The gross histopathology of the specimen showed uterine corpus, cervix, left tube, ovary and 4 lymph nodes. Microscopy showed the uterine endometrial glands were atrophic and the mucosa was badly damaged. The uterine mucosa and muscular layer were grossly infiltrated with inflammatory cells. Microscopy showed trabecular infiltration of tumour cells in the myometrium; lymphatic invasion was not apparent. This was a low-grade tumour that did not involve the ovaries or fallopian tubes. Two left and 2 right external iliac lymph nodes were examined and also found to be free of tumour. From the histopathology a diagnosis was made of endometrial stromal sarcoma or poorly differentiated granulosa cell tumour (secondaries from the ovary). The cervix was normal and the left ovary was normal with no tumour focus. Her ovarian tumour markers were sent for analysis and found to be normal. Immunohistochemistry analysis led to the final diagnosis of endometrial stromal sarcoma.

The patient was referred to the oncologist for further management. She was advised to have regular check-ups. After 1 year there was no evidence of any metastases or recurrent disease.

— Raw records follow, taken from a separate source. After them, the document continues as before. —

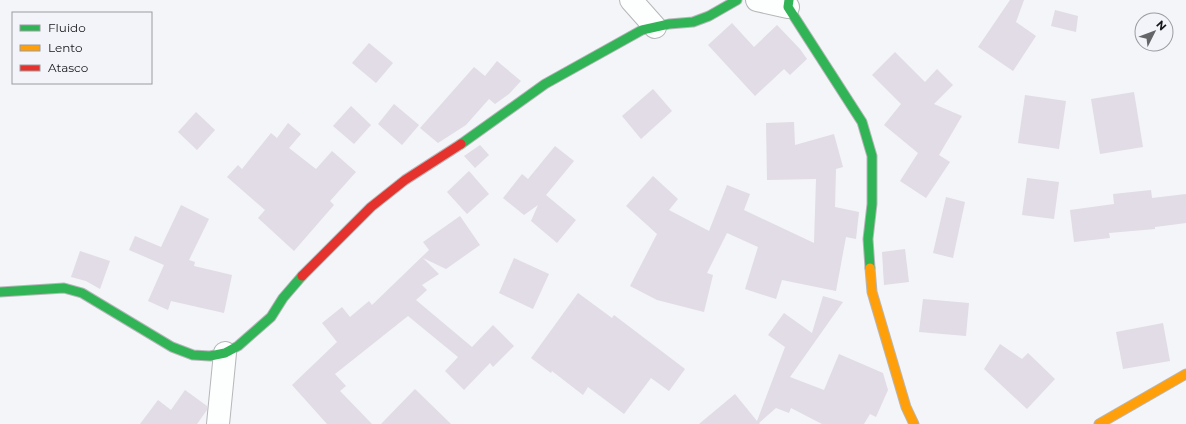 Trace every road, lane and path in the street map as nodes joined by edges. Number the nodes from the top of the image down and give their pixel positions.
1 (631, 0) edge
2 (737, 0) edge
3 (757, 0) edge
4 (788, 4) edge
5 (656, 27) junction
6 (0, 292) edge
7 (225, 353) junction
8 (1186, 374) edge
9 (218, 424) edge
10 (914, 424) edge
11 (1099, 424) edge

1 - 5 street
2 - 5 street
3 - 4 street
4 - 10 street
5 - 7 street
6 - 7 street
7 - 9 street
8 - 11 street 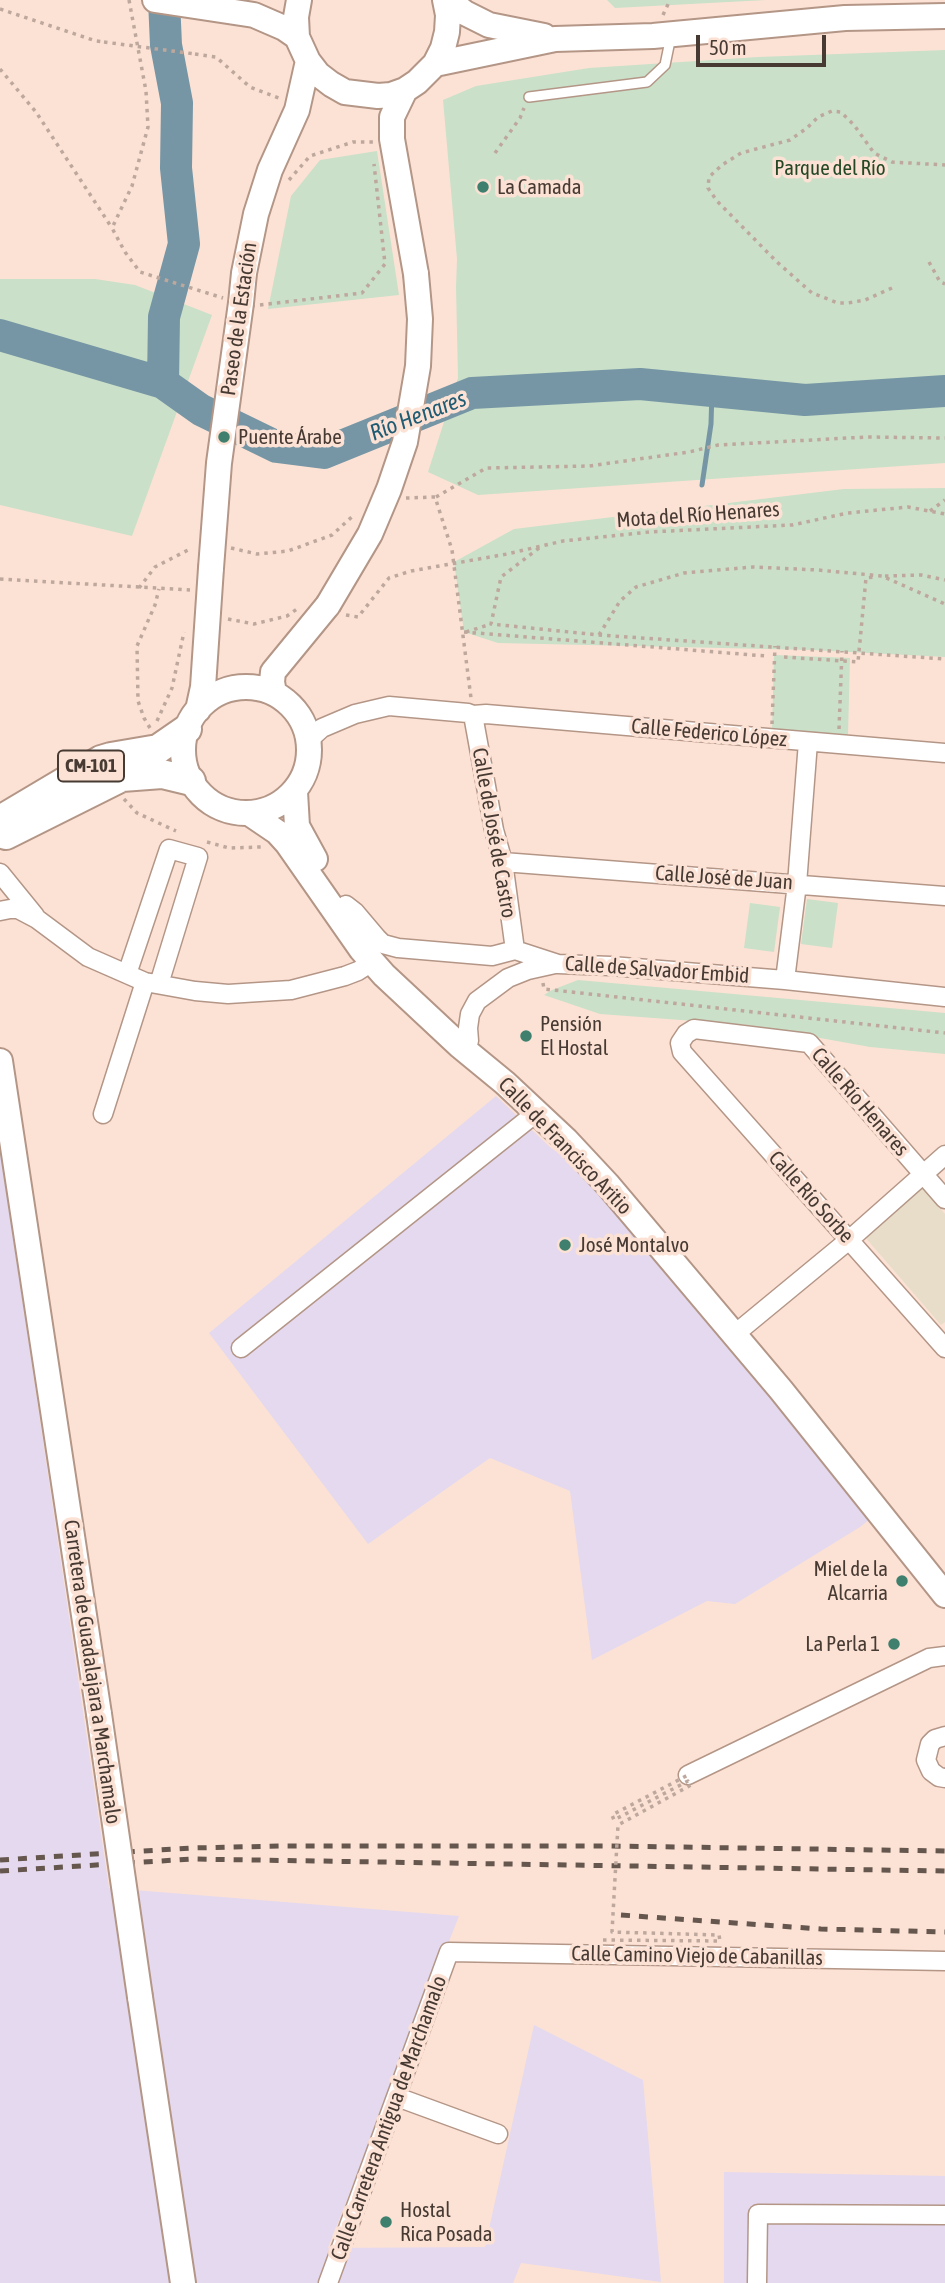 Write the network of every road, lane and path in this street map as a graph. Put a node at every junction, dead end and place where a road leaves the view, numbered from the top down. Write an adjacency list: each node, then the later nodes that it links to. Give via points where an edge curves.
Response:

We were unable to find any previous case report of postcaesarean section haematometra in the national or international literature, although we believe more cases may exist in developing countries, where unskilled health personnel are managing pregnant women in rural areas. Chang et al. reported a 30-year-old woman complaining of increasing dysmenorrhoea and progressive right lower-quadrant pain after caesarean section. A pelvic mass was observed and subsequently a congenital mullerian anomaly was diagnosed on serial examination. Theirs was the first apparent case of haematometra of the rudimentary horn of a unicornuate uterus [1]. Another case report of haematometra was seen when a woman with lactational amenorrhea had cervical conization to treat cervical intraepithelial neoplasia (CIN 3). She developed haematometra and did not resume menstruation. This case was diagnosed early by ultrasonic tomography and magnetic resonance imaging [2]. In another report a 13-year-old girl presented to the emergency department with a 12-hour history of lower abdominal pain and inability to pass urine. Investigations showed haematocolpos and haematometra [3]. Nowadays the commonly reported haematometra is basically secondary to cervical conization and endometrial resection procedures [4].

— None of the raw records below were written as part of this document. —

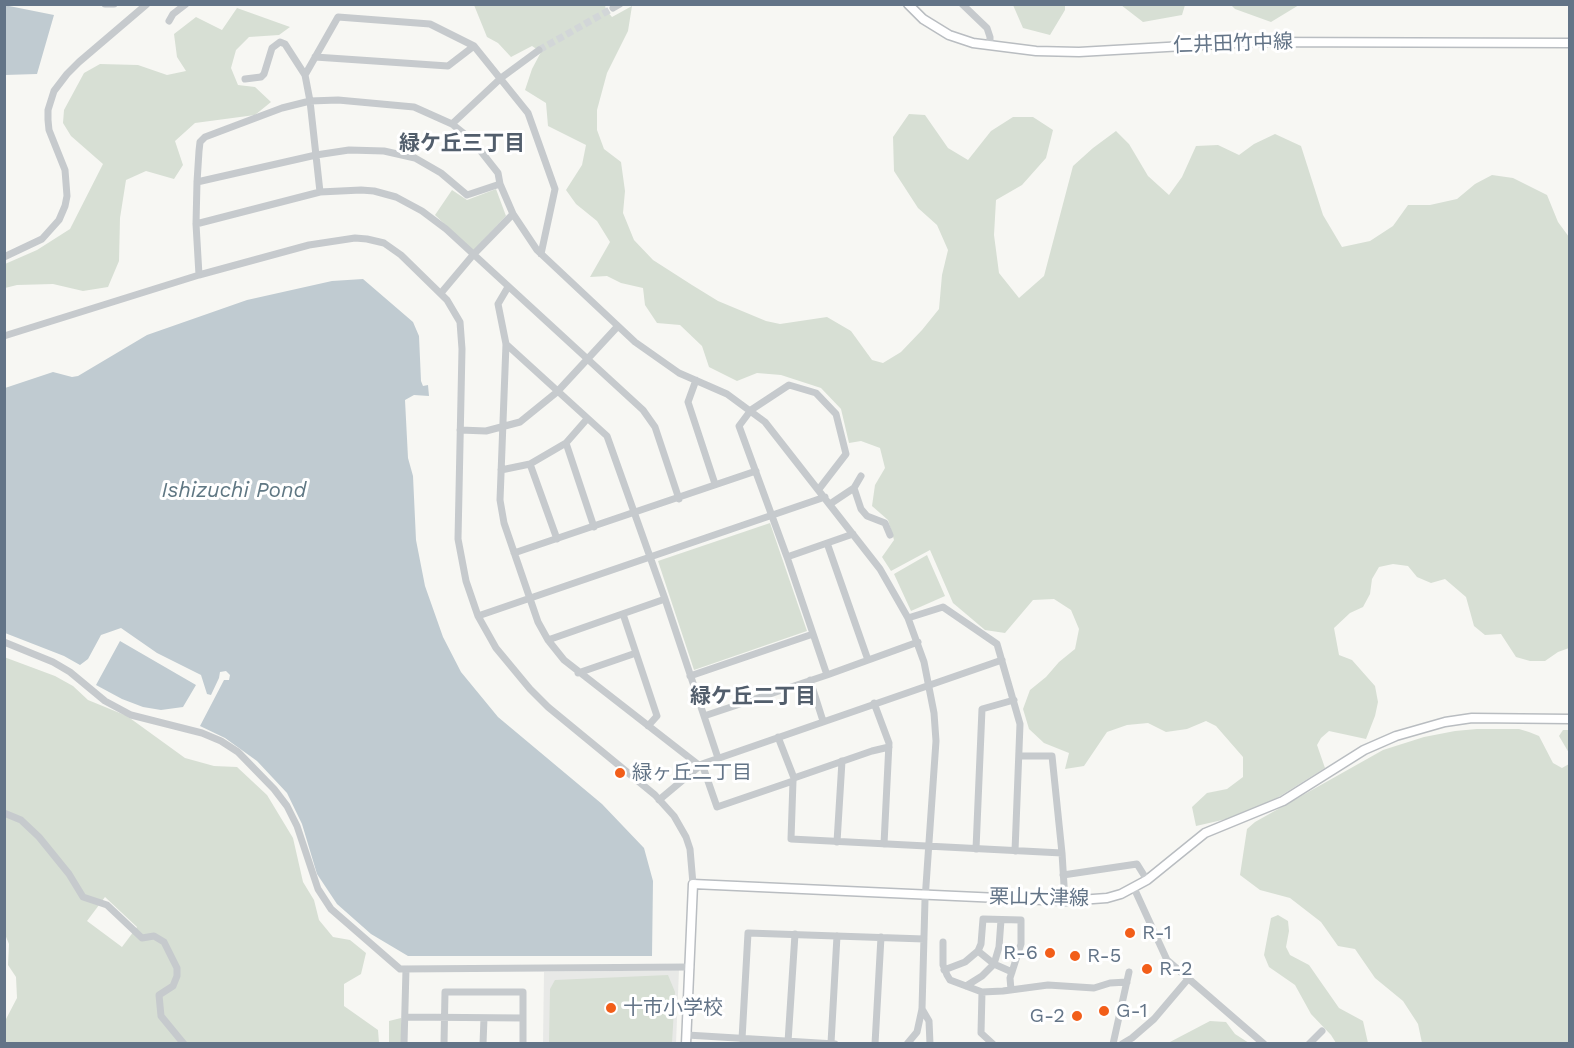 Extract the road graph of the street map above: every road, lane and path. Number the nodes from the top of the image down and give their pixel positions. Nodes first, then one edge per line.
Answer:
1 (105, 4) edge
2 (114, 4) edge
3 (147, 4) edge
4 (186, 4) edge
5 (908, 4) edge
6 (962, 4) edge
7 (169, 21) dead end
8 (1569, 43) edge
9 (990, 45) junction
10 (474, 46) junction
11 (539, 50) tunnel mouth
12 (315, 57) junction
13 (305, 75) junction
14 (501, 78) junction
15 (245, 79) dead end
16 (310, 100) junction
17 (452, 124) junction
18 (316, 155) junction
19 (197, 182) junction
20 (500, 184) junction
21 (320, 192) junction
22 (513, 214) junction
23 (196, 224) junction
24 (541, 254) junction
25 (473, 255) junction
26 (4, 257) edge
27 (199, 275) junction
28 (508, 287) junction
29 (441, 293) junction
30 (618, 327) junction
31 (4, 336) edge
32 (506, 344) junction
33 (586, 360) junction
34 (696, 380) junction
35 (557, 392) junction
36 (751, 410) junction
37 (587, 419) junction
38 (502, 428) junction
39 (460, 430) junction
40 (566, 443) junction
41 (530, 464) junction
42 (501, 470) junction
43 (756, 471) junction
44 (861, 476) dead end
45 (715, 484) junction
46 (855, 488) junction
47 (819, 489) junction
48 (679, 499) junction
49 (828, 501) junction
50 (634, 513) junction
51 (772, 516) junction
52 (594, 527) junction
53 (853, 534) junction
54 (890, 535) dead end
55 (557, 539) junction
56 (827, 543) junction
57 (514, 554) junction
58 (787, 557) junction
59 (650, 558) junction
60 (529, 598) junction
61 (665, 599) junction
62 (623, 614) junction
63 (478, 616) junction
64 (908, 618) junction
65 (813, 634) junction
66 (548, 639) junction
67 (4, 642) edge
68 (918, 642) junction
69 (636, 653) junction
70 (868, 660) junction
71 (1002, 660) junction
72 (578, 673) junction
73 (826, 675) junction
74 (690, 676) junction
75 (810, 680) junction
76 (929, 684) junction
77 (1014, 700) junction
78 (874, 704) junction
79 (704, 716) junction
80 (1569, 720) edge
81 (823, 721) junction
82 (648, 726) junction
83 (778, 737) junction
84 (889, 747) junction
85 (1019, 756) junction
86 (718, 758) junction
87 (842, 761) junction
88 (701, 765) junction
89 (794, 779) junction
90 (659, 800) junction
91 (4, 813) edge
92 (837, 842) junction
93 (884, 844) junction
94 (929, 846) junction
95 (976, 849) junction
96 (1015, 851) junction
97 (1062, 853) junction
98 (1063, 875) junction
99 (1147, 880) junction
100 (693, 884) junction
101 (1134, 888) junction
102 (926, 894) junction
103 (1065, 901) junction
104 (1001, 920) junction
105 (795, 934) junction
106 (837, 936) junction
107 (881, 937) junction
108 (924, 939) junction
109 (943, 942) dead end
110 (978, 951) junction
111 (994, 964) junction
112 (690, 967) junction
113 (406, 969) junction
114 (944, 970) junction
115 (1011, 972) junction
116 (1129, 972) dead end
117 (1188, 979) junction
118 (1127, 982) junction
119 (966, 986) junction
120 (1011, 990) junction
121 (982, 992) junction
122 (922, 1009) junction
123 (405, 1017) junction
124 (445, 1018) junction
125 (484, 1018) junction
126 (523, 1018) junction
127 (1322, 1031) dead end
128 (742, 1039) junction
129 (686, 1040) edge
130 (772, 1042) edge
131 (789, 1042) junction
132 (833, 1043) edge
133 (184, 1044) edge
134 (404, 1044) edge
135 (444, 1044) edge
136 (483, 1044) edge
137 (523, 1044) edge
138 (875, 1044) edge
139 (907, 1044) edge
140 (930, 1044) edge
141 (993, 1044) edge
142 (1113, 1044) edge
143 (1122, 1044) edge
144 (1264, 1044) edge
145 (1309, 1044) edge

1 - 2 street
3 - 26 street
4 - 7 street
5 - 9 main road, 仁井田竹中線
6 - 9 street
8 - 9 main road, 仁井田竹中線
10 - 12 street
10 - 12 street
10 - 14 street
11 - 14 street
12 - 13 street
13 - 15 street
13 - 16 street
14 - 17 street
14 - 24 street
16 - 17 street
16 - 18 street
16 - 19 street
17 - 20 street
18 - 19 street
18 - 20 street
18 - 21 street
19 - 23 street
20 - 22 street
21 - 23 street
21 - 25 street
22 - 24 street
22 - 25 street
23 - 27 street
24 - 30 street
25 - 28 street
25 - 29 street
27 - 29 street
27 - 31 street
28 - 32 street
28 - 33 street
29 - 39 street
30 - 33 street
30 - 34 street
32 - 35 street
32 - 38 street
33 - 35 street
33 - 48 street
34 - 36 street
34 - 45 street
35 - 37 street
35 - 38 street
36 - 43 street
36 - 47 street
36 - 47 street
37 - 40 street
37 - 50 street
38 - 39 street
38 - 42 street
39 - 63 street
40 - 41 street
40 - 52 street
41 - 42 street
41 - 55 street
42 - 57 street
43 - 45 street
43 - 51 street
44 - 46 street
45 - 48 street
46 - 49 street
46 - 54 street
47 - 49 street
48 - 50 street
49 - 51 street
49 - 53 street
50 - 52 street
50 - 59 street
51 - 58 street
51 - 59 street
52 - 55 street
53 - 56 street
53 - 64 street
55 - 57 street
56 - 58 street
56 - 70 street
57 - 60 street
58 - 65 street
59 - 60 street
59 - 61 street
60 - 63 street
60 - 66 street
61 - 62 street
61 - 74 street
62 - 66 street
62 - 69 street
63 - 90 street
64 - 68 street
64 - 71 street
65 - 73 street
65 - 74 street
66 - 72 street
67 - 113 street
68 - 70 street
68 - 76 street
69 - 72 street
69 - 82 street
70 - 73 street
71 - 76 street
71 - 77 street
72 - 82 street
73 - 75 street
74 - 79 street
75 - 79 street
75 - 81 street
76 - 78 street
76 - 94 street
77 - 85 street
77 - 95 street
78 - 81 street
78 - 84 street
79 - 86 street
80 - 99 main road, 栗山大津線
81 - 83 street
82 - 88 street
83 - 86 street
83 - 89 street
84 - 87 street
84 - 93 street
85 - 96 street
85 - 97 street
86 - 88 street
87 - 89 street
87 - 92 street
88 - 89 street
88 - 90 street
89 - 92 street
90 - 100 street
91 - 133 street
92 - 93 street
93 - 94 street
94 - 95 street
94 - 102 street
95 - 96 street
96 - 97 street
97 - 98 street
98 - 99 street
98 - 103 street
99 - 101 main road, 栗山大津線
100 - 102 main road, 栗山大津線
100 - 112 main road
101 - 103 main road, 栗山大津線
101 - 117 street
102 - 103 main road, 栗山大津線
102 - 108 street
104 - 110 street
104 - 111 street
104 - 115 street
105 - 106 street
105 - 128 street
105 - 131 street
106 - 107 street
106 - 132 street
107 - 108 street
107 - 138 street
108 - 122 street
109 - 114 street
110 - 111 street
110 - 114 street
111 - 115 street
111 - 119 street
112 - 113 street
112 - 129 main road
113 - 123 street
114 - 119 street
115 - 120 street
116 - 118 street
117 - 143 street
117 - 144 street
118 - 120 street
118 - 142 street
119 - 121 street
120 - 121 street
121 - 141 street
122 - 139 street
122 - 140 street
123 - 124 street
123 - 134 street
124 - 125 street
124 - 126 street
124 - 135 street
125 - 126 street
125 - 136 street
126 - 137 street
127 - 145 street
128 - 129 street
128 - 130 street
130 - 131 street
131 - 132 street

As for malignant changes in haematometra, as seen in our case, it has been internationally cited that endometrial malignancy and haematometra are related. In Greece a postmenopausal woman was investigated for a large cystic peritoneal tumour which turned out to be haematometra. Posthysterectomy histopathology showed super­ficial endometrioid adenocarcinoma of the uterine cavity [5]. In Taiwan a 64-year-old multiparous postmenopausal woman had an unusual manifestation of endometrial adenocarcinoma that presented with haematometra mimicking a large pelvic cyst [6]. Haematometra was more common in postmenopausal women with endometrial adenocarcinoma, uterine myoma and leiomyosarcoma presenting with it [7]Conclusion

We recommend that the local authorities in rural areas of developing countries should keep a check on the expertise of doctors practising in their areas. It is the ethical duty of the doctor after carrying out a surgical procedure to follow up patients to detect any adverse sequelae.